Michael Beaudry (born July 13, 1997) is a Canadian football coach who is a defensive quality control coach for the Cincinnati Bearcats. He played college football for the West Florida Argonauts, UConn Huskies, and Idaho Vandals and professionally for the Edmonton Elks of the Canadian Football League (CFL).

==Early life==
Beaudry was born and grew up in Regina, Saskatchewan, until his family moved to Oviedo, Florida, when he was eleven years old. He attended Paul J. Hagerty High School and was named All-Seminole County Athletic Conference as a senior. Beaudry committed to play college football West Florida, which had just formed a team, and was the first recruit to sign a National Letter of Intent with the program.

==College career==

=== West Florida ===
Beaudry began his college career at West Florida (UWF) as part of the Argonauts' inaugural roster. He broke his fibula during spring practices before UWF's first season. Beaudry was named the Argonauts starting quarterback going into his redshirt freshman season. He was named the Gulf South Conference Offensive Freshman of the Year after passing for 3,215 yards and 29 touchdowns as UWF advanced to the NCAA Division II Football Championship game. Beaudry suffered a season-ending injury during the first quarter of West Florida's season opener in 2018. Following the end of the season he entered the NCAA transfer portal.

=== UConn ===
Beaudry ultimately transferred to UConn. He was named the Huskies starting quarterback going into the 2019 season. Beaudry played in five games before suffering an injury and completed 53-of-83 pass attempts for 503 yards and one touchdown with two interceptions.

=== Idaho ===
After one season at UConn, Beaudry transferred a second time to Idaho as a graduate transfer.
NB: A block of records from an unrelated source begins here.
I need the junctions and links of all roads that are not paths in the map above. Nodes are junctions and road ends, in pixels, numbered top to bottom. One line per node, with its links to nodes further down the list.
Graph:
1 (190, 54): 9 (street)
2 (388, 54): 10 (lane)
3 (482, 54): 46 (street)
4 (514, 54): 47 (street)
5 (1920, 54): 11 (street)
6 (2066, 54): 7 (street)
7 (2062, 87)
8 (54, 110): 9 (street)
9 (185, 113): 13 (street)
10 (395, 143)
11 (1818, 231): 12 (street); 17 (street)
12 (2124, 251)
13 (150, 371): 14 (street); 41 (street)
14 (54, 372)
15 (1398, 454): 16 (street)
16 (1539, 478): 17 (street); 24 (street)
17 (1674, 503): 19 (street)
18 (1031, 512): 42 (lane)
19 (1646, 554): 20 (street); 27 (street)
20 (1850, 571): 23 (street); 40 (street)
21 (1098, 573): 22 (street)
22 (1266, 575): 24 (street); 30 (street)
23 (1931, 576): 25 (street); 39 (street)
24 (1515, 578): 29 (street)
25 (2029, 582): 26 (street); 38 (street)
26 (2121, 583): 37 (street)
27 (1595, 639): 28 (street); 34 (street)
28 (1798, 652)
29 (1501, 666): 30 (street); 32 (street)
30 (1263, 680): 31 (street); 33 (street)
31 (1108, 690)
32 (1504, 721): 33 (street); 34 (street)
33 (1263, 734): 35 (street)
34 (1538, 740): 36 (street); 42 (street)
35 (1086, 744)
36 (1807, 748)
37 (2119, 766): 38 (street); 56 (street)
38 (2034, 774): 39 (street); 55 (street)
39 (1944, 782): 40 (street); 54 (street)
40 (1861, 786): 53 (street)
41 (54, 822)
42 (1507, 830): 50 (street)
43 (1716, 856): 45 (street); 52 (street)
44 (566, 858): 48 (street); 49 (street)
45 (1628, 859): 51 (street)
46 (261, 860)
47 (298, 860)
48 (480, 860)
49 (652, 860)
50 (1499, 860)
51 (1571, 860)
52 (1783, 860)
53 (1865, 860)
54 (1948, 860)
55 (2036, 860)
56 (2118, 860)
He started all four of the Vandals' games during his first season with the team, which was played in the spring after being postponed due to COVID-19. Beaudry finished the season with 73 completions on 122 pass attempts for 794 yards with three touchdowns and three interceptions while also rushing 25 times for 97 yards and one touchdown. He decided to utilize the extra year of eligibility granted to college athletes who played in the 2020 season due to the coronavirus pandemic and return to Idaho for a second season. Beaudry played in seven games with six starts in 2021 and passed 1,299 yards with four touchdowns and six interceptions.

===Statistics===

| Year | Team | Games |  | Passing |  |  |  |  |  |  |  | Rushing |  |  |  |
| GP | Record | Comp | Att | Pct | Yards | Avg | TD | Int | Rate | Att | Yards | Avg | TD |
| 2015 | West Florida | DNP |  |  |  |  |  |  |  |  |  |  |  |  |  |
| 2016 | West Florida |
| 2017 | West Florida | 14 | 11−4 | 266 | 483 | 55.1 | 3,215 | 6.7 | 29 | 13 | 125.4 | 79 | 96 | 1.2 | 2 |
| 2018 | West Florida | 1 | 0−0 | 2 | 6 | 33.3 | 9 | 1.5 | 0 | 0 | 45.9 | 1 | 4 | 4.0 | 0 |
| 2019 | UConn | 6 | 1−2 | 53 | 83 | 63.9 | 503 | 6.1 | 1 | 2 | 113.9 | 21 | -32 | -1.5 | 1 |
| 2020–21 | Idaho | 4 | 1−2 | 73 | 123 | 59.3 | 794 | 6.5 | 3 | 3 | 116.7 | 25 | 97 | 3.9 | 1 |
| 2021 | Idaho | 7 | 2−4 | 115 | 179 | 64.2 | 1,299 | 7.3 | 4 | 6 | 125.9 | 27 | 68 | 2.5 | 0 |
| Career |  | 32 | 19−12 | 509 | 874 | 58.2 | 5,820 | 6.7 | 37 | 24 | 122.7 | 153 | 233 | 1.5 | 4 |

==Professional career==
Beaudry was signed by Edmonton Elks of the Canadian Football League on April 12, 2022. He dressed in ten regular season games, but did not record a pass though he contributed as a fullback and took reps on special teams. At the conclusion of 2023 training camp, Beaudry was part of the final cuts on June 2, 2023.

==Coaching career==
After his release from the Elks, Beaudry returned to West Florida as an offensive assistant on the Argonauts' coaching staff for the 2023 season. After one year, he was hired as the quarterbacks coach at Benedict College. Beaudry left Benedict in 2025 to become a defensive analyst at Army. He was hired as an assistant safeties coach for the Cincinnati Bearcats the following year by former Army defensive coordinator Nate Woody.